I'm beginning to think that Rosa Brooks just might be reason enough to actually resubscribe to the Los Angeles Times. Her column in today's edition has just the right snark and bite to take the edge off the work week as she reminds us that George W. Bush did manage to get one thing right. It turns out that he is in fact a uniter, not a divider.

YOU KNOW YOU'VE got a problem when only the Albanians welcome you with open arms — and even then you need to take your watch off to keep them from stealing it.

This is what it's come down to for President Bush, a duck so lame he's nearly quadriplegic. Six and a half years into his interminable presidency, the whole world is sick of him. ...

The GOP's Republican primary candidates are competing to distance themselves from Bush, and more and more conservatives are in open revolt. Some, like economist Bruce Bartlett, fume at the explosion of government spending under Bush. Others, like Sen. Chuck Hagel and a growing cadre of Republican foreign policy experts, are appalled by Bush's mishandling of the Iraq war and other national security issues.

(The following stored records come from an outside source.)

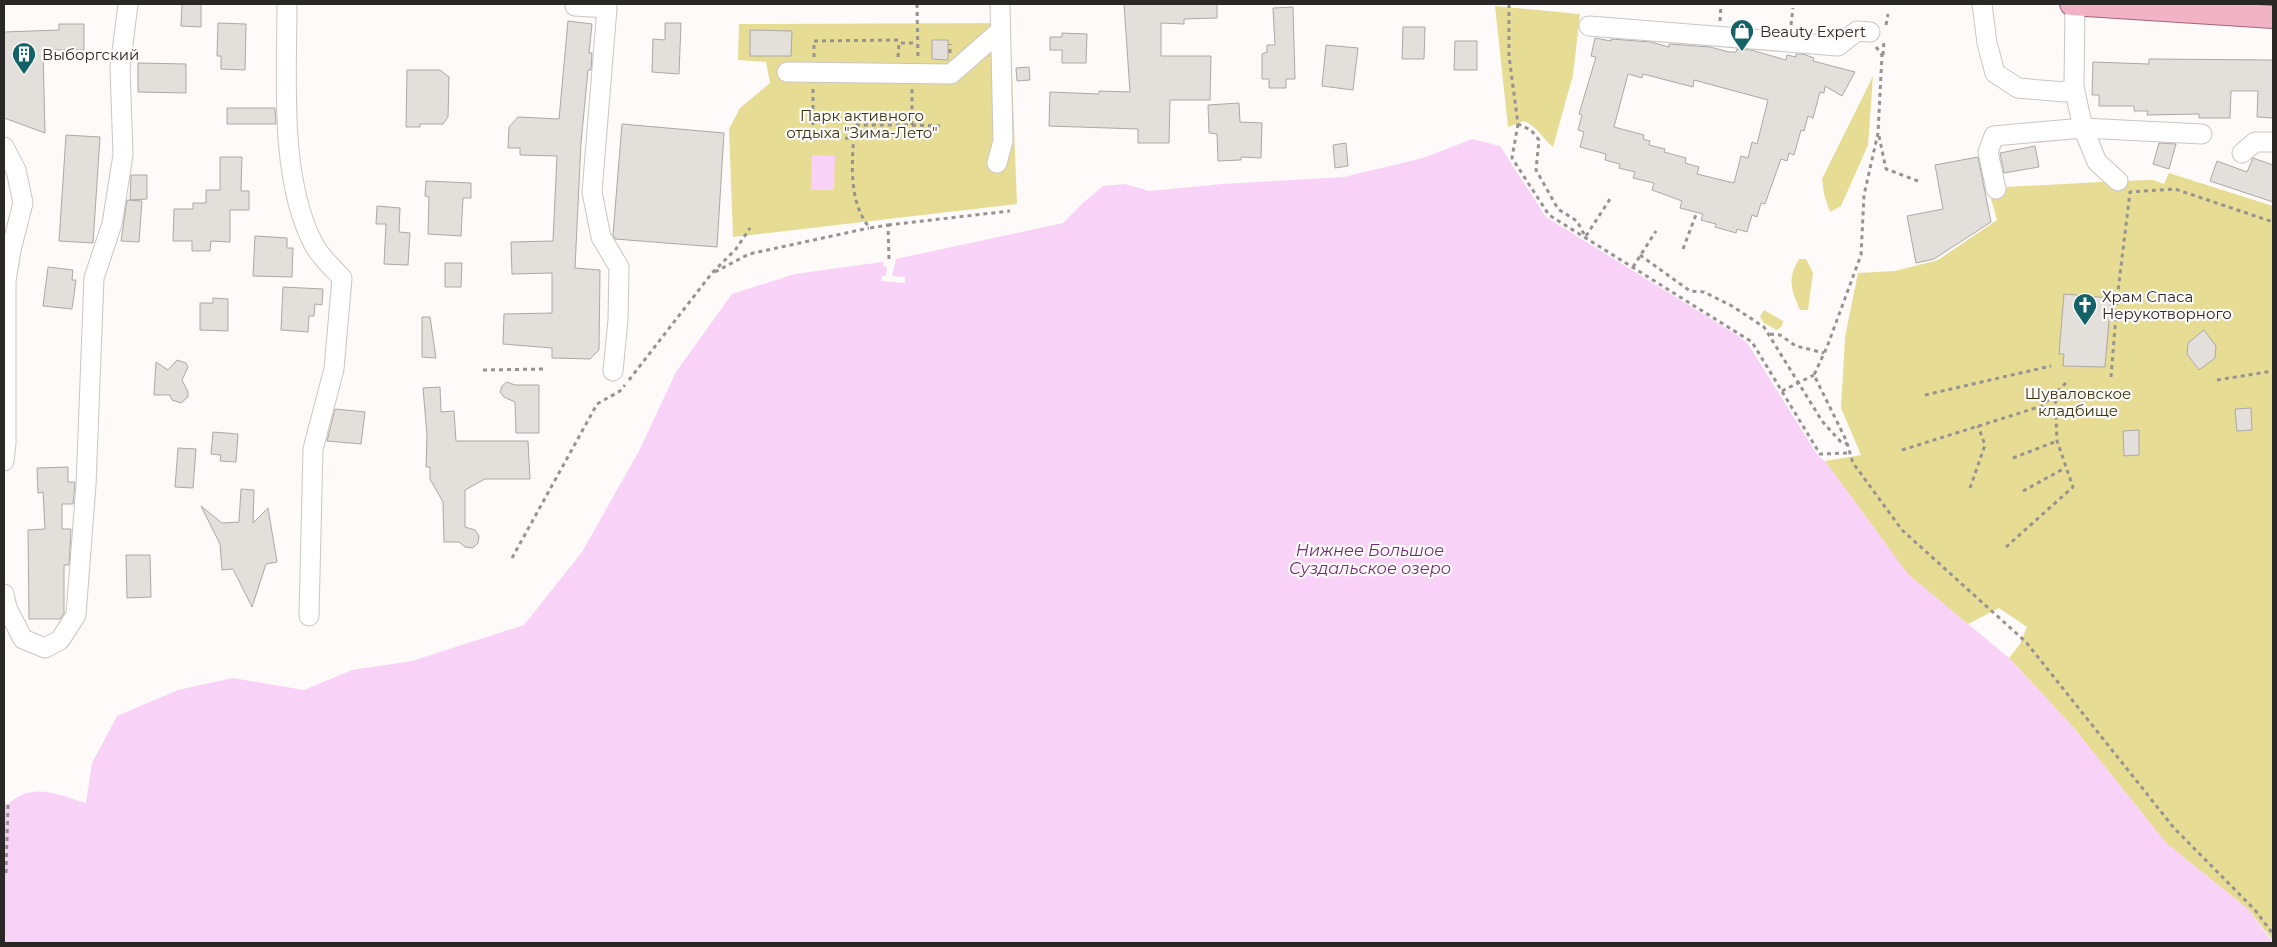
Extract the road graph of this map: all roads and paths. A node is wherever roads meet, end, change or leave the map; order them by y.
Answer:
1 (128, 4) edge
2 (286, 4) edge
3 (575, 4) edge
4 (917, 4) edge
5 (1000, 4) edge
6 (1509, 4) edge
7 (1982, 4) edge
8 (2071, 4) edge
9 (2075, 4) edge
10 (2273, 17) edge
11 (1589, 26) dead end
12 (1000, 31) junction
13 (1872, 37) joint
14 (899, 44) junction
15 (918, 44) junction
16 (788, 72) dead end
17 (814, 72) junction
18 (909, 73) junction
19 (2074, 87) junction
20 (813, 101) dead end
21 (1518, 124) junction
22 (912, 125) junction
23 (941, 126) dead end
24 (2083, 128) junction
25 (1878, 133) junction
26 (2202, 134) dead end
27 (854, 138) junction
28 (2273, 142) edge
29 (4, 147) edge
30 (2242, 153) dead end
31 (997, 163) dead end
32 (1918, 181) dead end
33 (2124, 186) junction
34 (1996, 189) dead end
35 (1610, 200) dead end
36 (1010, 211) dead end
37 (1697, 212) dead end
38 (2273, 222) edge
39 (888, 225) junction
40 (750, 228) dead end
41 (870, 228) junction
42 (1656, 231) dead end
43 (1585, 237) junction
44 (1683, 249) dead end
45 (1640, 256) junction
46 (890, 259) dead end
47 (1633, 267) junction
48 (712, 273) junction
49 (1770, 334) junction
50 (1824, 353) junction
51 (2051, 366) dead end
52 (545, 369) dead end
53 (483, 370) dead end
54 (613, 371) dead end
55 (2273, 371) edge
56 (1814, 375) junction
57 (2111, 377) dead end
58 (2069, 380) dead end
59 (2217, 380) dead end
60 (1799, 382) junction
61 (1782, 391) junction
62 (2055, 393) junction
63 (1925, 395) dead end
64 (1978, 426) junction
65 (2057, 441) junction
66 (1848, 444) junction
67 (1902, 450) dead end
68 (1850, 453) junction
69 (2014, 458) dead end
70 (4, 461) edge
71 (2065, 468) junction
72 (1970, 488) dead end
73 (2023, 491) dead end
74 (2006, 547) dead end
75 (512, 558) dead end
76 (4, 594) edge
77 (309, 616) dead end
78 (8, 804) dead end
79 (6, 873) dead end
80 (2273, 934) edge

1 - 76 lane
2 - 77 lane
3 - 54 lane
4 - 15 path
5 - 12 lane
6 - 21 path
7 - 19 lane
8 - 9 main road
9 - 10 main road
9 - 19 lane
11 - 13 lane
12 - 18 lane
12 - 31 lane
13 - 25 path
14 - 15 path
14 - 17 path
14 - 18 path
15 - 18 path
16 - 17 lane
17 - 18 lane
18 - 22 path
19 - 24 lane
20 - 27 path
21 - 43 path
21 - 43 path
22 - 23 path
22 - 27 path
24 - 26 lane
24 - 33 lane
24 - 34 lane
25 - 32 path
25 - 50 path
27 - 41 path
28 - 30 lane
29 - 70 lane
33 - 38 path
33 - 57 path
35 - 43 path
36 - 39 path
37 - 44 path
39 - 41 path
39 - 46 path
40 - 48 path
41 - 48 path
42 - 45 path
43 - 47 path
45 - 47 path
45 - 49 path
47 - 61 path
48 - 75 path
49 - 50 path
49 - 60 path
50 - 56 path
51 - 63 path
52 - 53 path
55 - 59 path
56 - 60 path
56 - 66 path
58 - 62 path
60 - 61 path
60 - 66 path
61 - 68 path
62 - 64 path
62 - 65 path
64 - 67 path
64 - 72 path
65 - 69 path
65 - 71 path
66 - 68 path
68 - 80 path
71 - 73 path
71 - 74 path
78 - 79 path

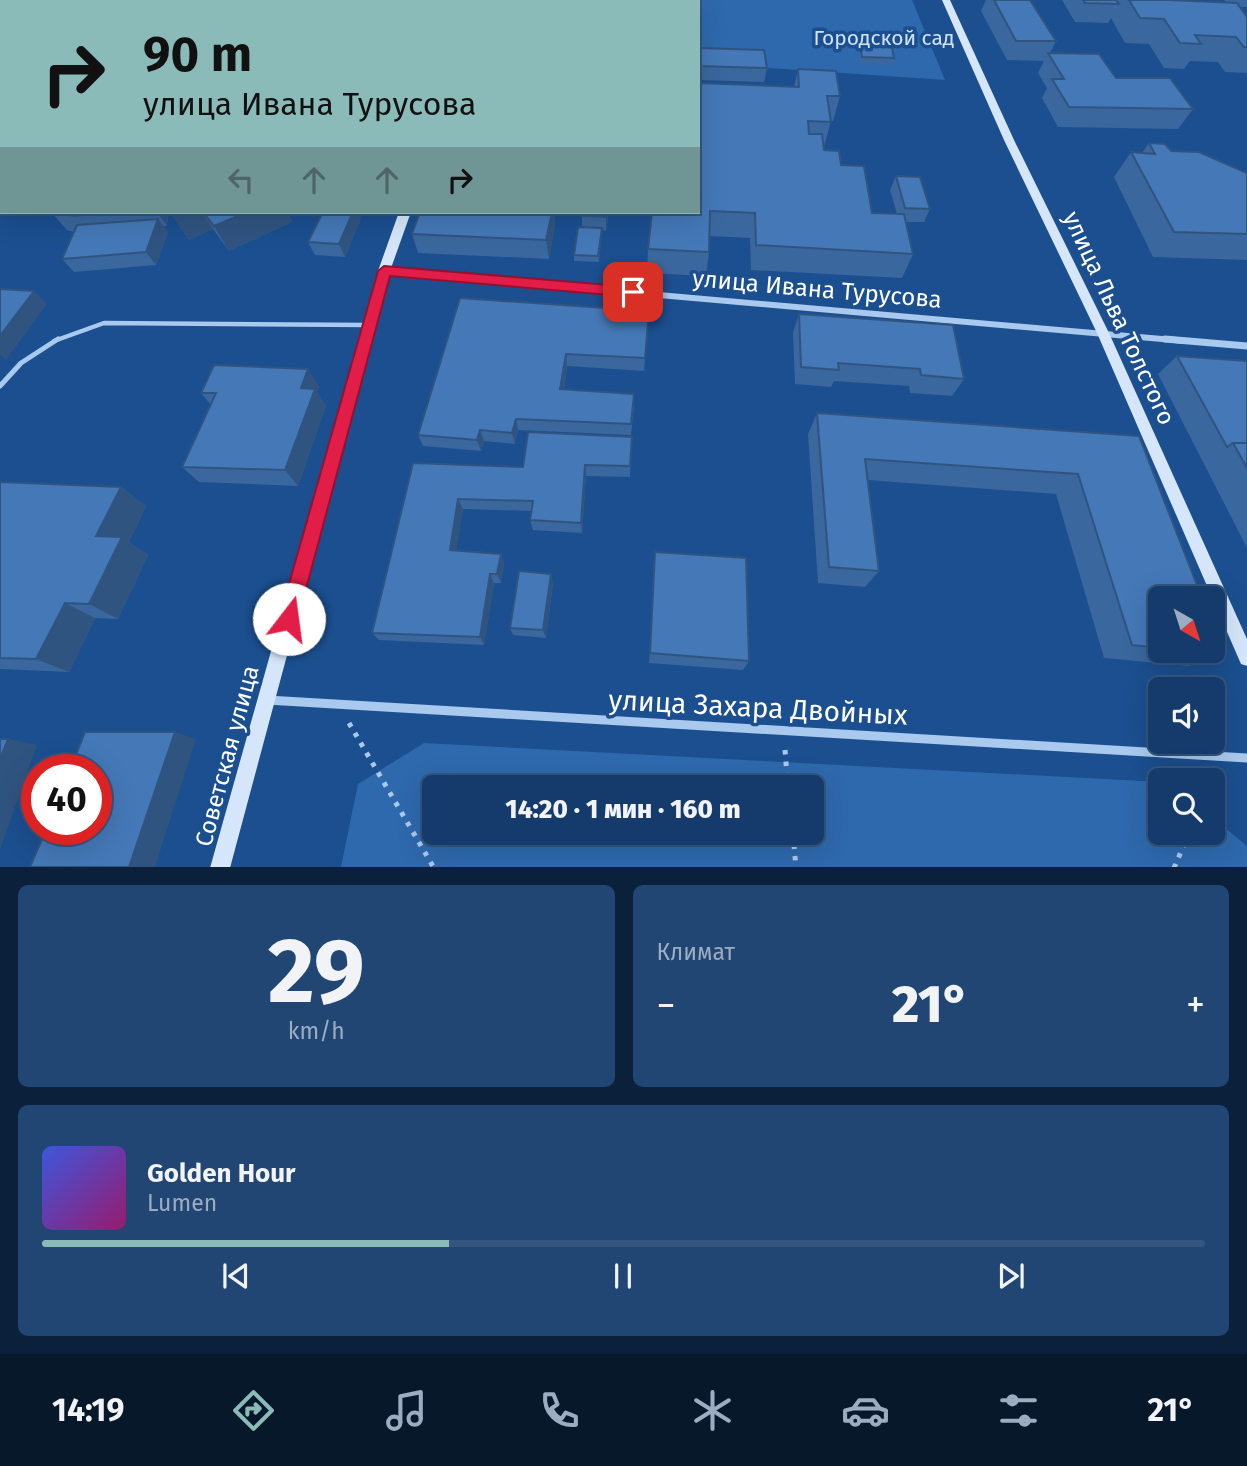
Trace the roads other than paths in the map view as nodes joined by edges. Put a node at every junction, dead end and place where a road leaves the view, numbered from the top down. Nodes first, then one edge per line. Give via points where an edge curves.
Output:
1 (946, 0) edge
2 (404, 214) edge
3 (384, 271) junction
4 (370, 325) junction
5 (1103, 333) junction
6 (1247, 346) edge
7 (0, 386) edge
8 (1247, 657) edge
9 (267, 700) junction
10 (1247, 758) edge
11 (220, 867) edge

1 - 5 street, улица Льва Толстого
2 - 3 street, Советская улица
3 - 4 street, Советская улица
3 - 5 street, улица Ивана Турусова
4 - 7 lane via 104,323 84,327 41,348
4 - 9 street, Советская улица
5 - 6 street, улица Ивана Турусова
5 - 8 street, улица Льва Толстого
9 - 10 street, улица Захара Двойных
9 - 11 street, Советская улица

Others, such as Richard Viguerie (conservative direct-mail pioneer) and former Georgia Rep. Bob Barr (the House's lead prosecutor during the Clinton impeachment), are so angry at what they see as Bush's constitutional abuses that they've started channeling (and in Barr's case, joining) the ACLU. "Since 9/11," they assert, "the executive branch has chronically usurped legislative or judicial power and has repeatedly claimed that the president is the law. The constitutional grievances against the White House are chilling." Even the three harpies of far-right punditry — Ann Coulter, Michelle Malkin and Laura Ingraham — have denounced Bush's favored immigration bill as soft on illegal immigrants.

Oh yes, then there are the courts. Last week, judges in two of the administration's military commissions announced that the commissions lacked jurisdiction to try Guantanamo detainees. This week, the U.S. 4th Circuit Court of Appeals — one of the nation's most conservative courts — gave Bush another slap in the face, declaring that "the president lacks power to order the military to seize and indefinitely detain" terror suspects in the United States.

Then there are the military and defense establishments, which are increasingly taking positions opposite those of the president. Defense Secretary Robert M. Gates thinks Guantanamo should be closed. So does former Secretary of State Colin L. Powell. Uniformed officers complain openly that Bush has broken the back of the military. And no one, including the generals charged with overseeing military operations in Iraq, seems to think that Bush's "surge" is succeeding.

Funny? Hell, yes! But the humor is dark. I mean, look what it took to get us to this point. Still, laughing sure beats the alternative.